I’ve always been interested but skeptical of things that seem like magic. Sometimes stuff comes out that just somehow works with massive effect size, usually the output of decades of advances strung together but sometimes just a lucky guess. I’d classify the Covid vaccines in this category, hand washing, statins, imatinib, and several others. But recently in our hypercompetitive news cycle, everything seems like a breakthrough revolution. Its become a bit of a chore to understand what the true reality of how big a new piece of work actually is. What sucks is that nobody is taking the time to write about relative effect sizes, comprehensive comparisons of status quo versus new tech, and the step by step detail breakdown about what is new and an advance. There’s no incentive to do so (in fact it probably hurts you to do it), its a lot of work to do correctly, and all the experts that could comment quickly are hard at work on their own projects.

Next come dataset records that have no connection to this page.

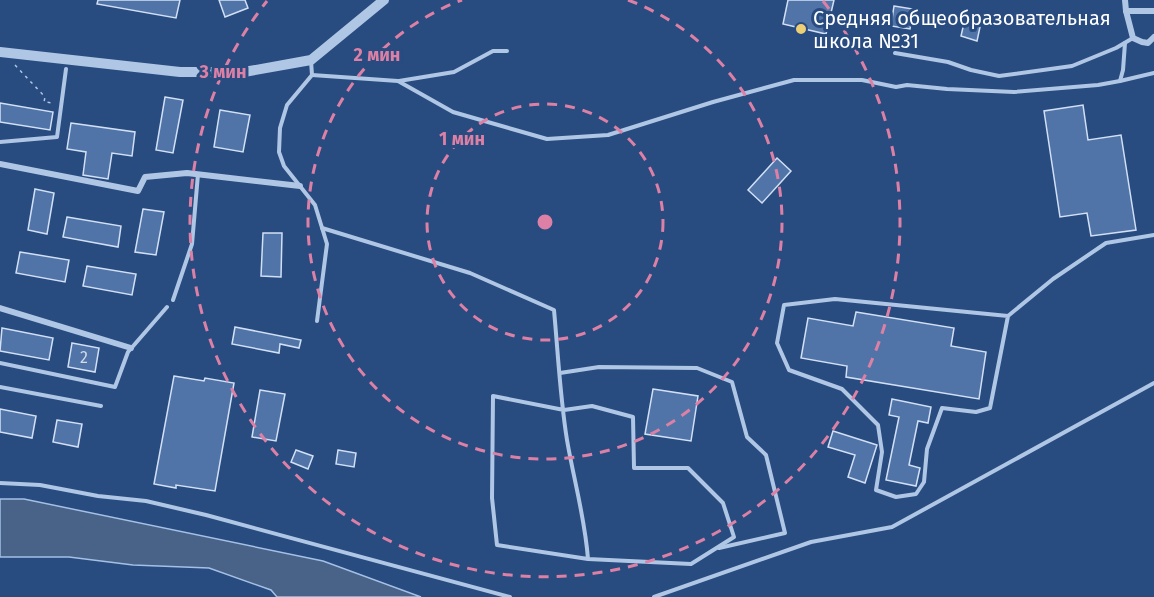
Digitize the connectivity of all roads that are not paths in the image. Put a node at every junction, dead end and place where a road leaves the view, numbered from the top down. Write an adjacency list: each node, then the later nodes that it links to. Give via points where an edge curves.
1 (384, 0): 13 (street)
2 (1125, 0): 3 (street)
3 (1126, 11): 4 (street); 6 (street)
4 (1154, 11)
5 (1154, 37): 8 (street)
6 (1133, 38): 7 (lane); 8 (street)
7 (1125, 43): 12 (lane, via 1072,66 999,76); 18 (lane)
8 (1148, 43): 9 (street)
9 (1154, 48)
10 (507, 51): 17 (lane, via 493,51 454,72)
11 (0, 52): 13 (street, via 180,72 244,72)
12 (895, 52)
13 (311, 60): 16 (lane)
14 (66, 69): 19 (lane, via 57,137)
15 (1154, 73): 18 (lane)
16 (312, 75): 17 (lane); 22 (lane, via 287,105 280,128 279,152 284,166)
17 (398, 81): 18 (lane, via 453,112 547,139 608,135 794,80 862,80 896,87 1014,92)
18 (1120, 81)
19 (0, 142)
20 (0, 164): 21 (street, via 138,191 145,177)
21 (198, 174): 22 (street); 25 (lane, via 192,244)
22 (300, 186): 23 (lane, via 315,205)
23 (322, 228): 29 (lane, via 327,244); 32 (lane, via 470,273 554,310)
24 (1154, 235): 28 (lane, via 1106,243)
25 (173, 300)
26 (167, 307): 30 (lane)
27 (0, 308): 30 (street)
28 (1008, 316): 28 (lane, via 835,298 784,305 777,343 789,370 842,389 878,425 882,452 876,490 896,496 916,494 924,482 927,449 942,408 976,412 990,408)
29 (317, 321)
30 (131, 348): 31 (lane, via 115,387)
31 (0, 363)
32 (560, 373): 36 (lane); 38 (lane, via 599,368 697,368 732,382 747,437 766,455 785,533)
33 (1154, 383): 41 (lane, via 892,526 812,542)
34 (0, 387): 35 (lane)
35 (101, 406)
36 (564, 410): 38 (lane, via 592,406 633,417 634,468 688,468 723,503 734,537); 39 (lane); 39 (lane, via 493,396 492,498 497,545)
37 (0, 483): 40 (lane, via 40,485 156,503)
38 (716, 549): 39 (lane, via 691,564)
39 (588, 559)
40 (510, 597)
41 (654, 597)

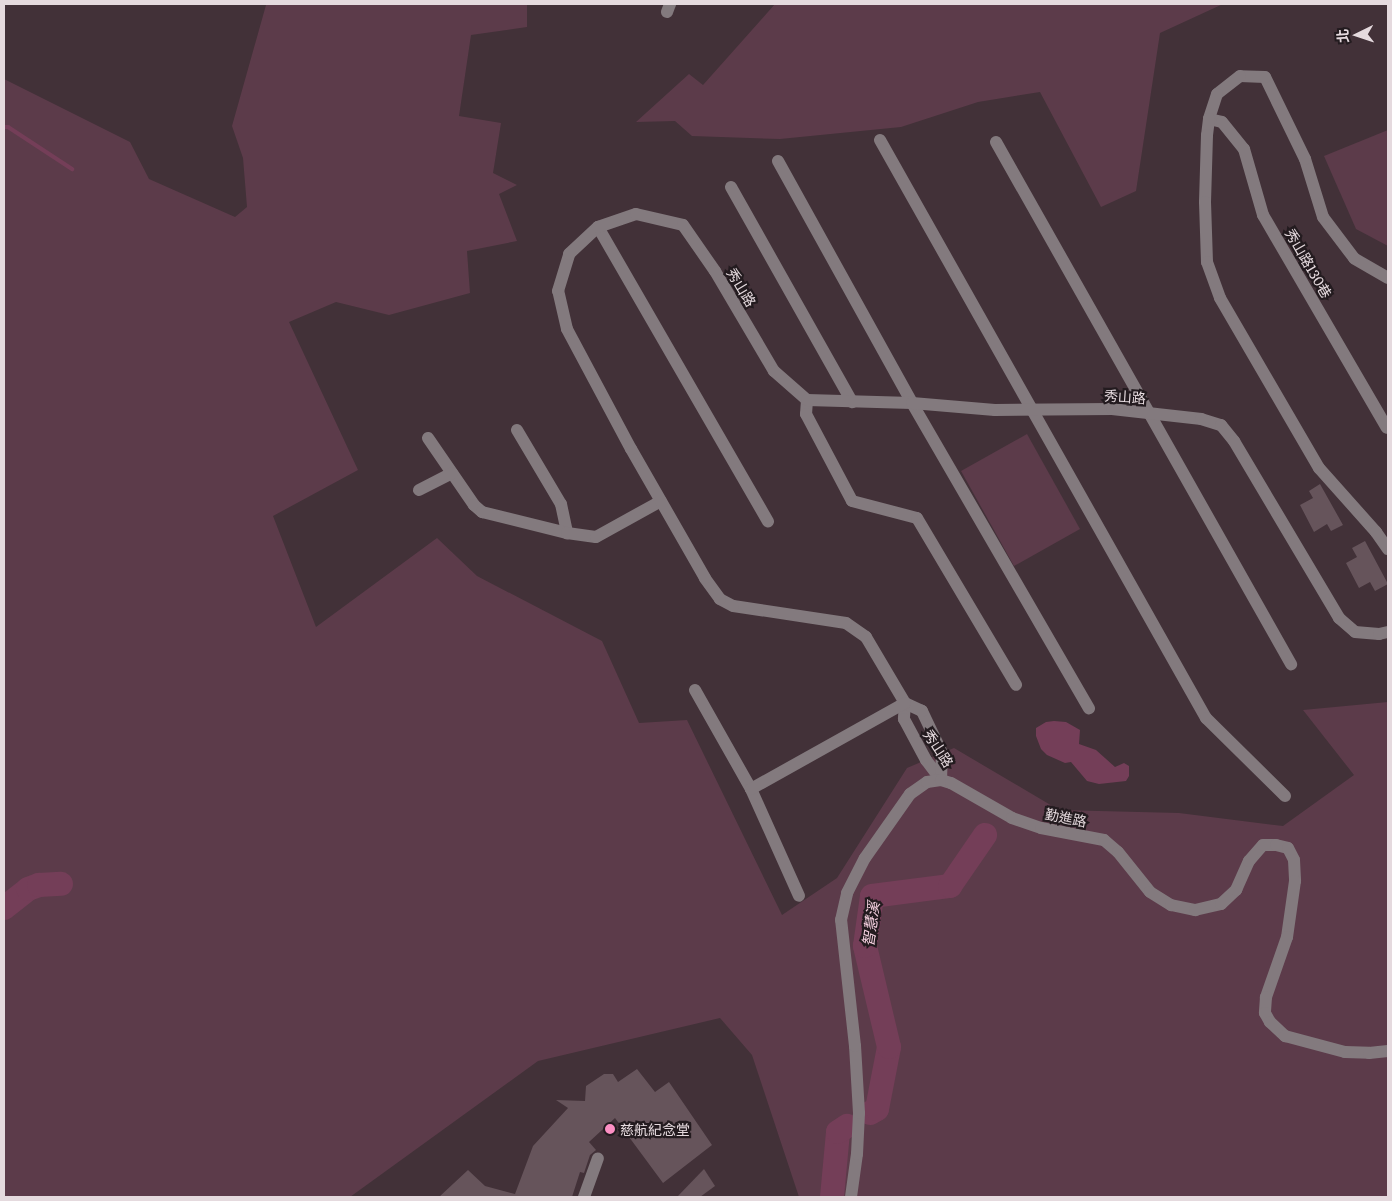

So when I came across this exchange by two clinical trial statisticians about Unlearn.AI, a company working on creating ‘digital twins’ to speed up clinical trials, I was excited because this was a rare example of experts cutting exactly to the chase.

I had heard about Unlearn.AI for a few years, mainly in bits and pieces. The word on the street was that they had the potential to totally replace control arms in clinical trials. Couldn’t get specifics of course, tech VCs don’t do that, but overall a ringing endorsement of the traction and vision. Recently, they raised a $50 M series B financing that was covered in TechCrunch. The ‘digital twin’ marketing is used in the article, on Unlearn.AI’s website, and in all description of the company.

What’s somewhat hilarious is that the company knows that the digital twin nomenclature is rudimentary at best and somewhat incoherent at worst. Credit to Jeremy Sussman for the language here, but the technology is simply risk score based covariate adjustment. Alejandro Schuler, the first author of the paper describing the technology never uses the ‘digital twin’ terminology and says that it “clearly works perfectly as red meat for VCs and mediocre tech journalism. Gets the cash, gets the clicks.”. Schuler worked for Unlearn for almost a year and a half before joining the faculty at UC Berkeley.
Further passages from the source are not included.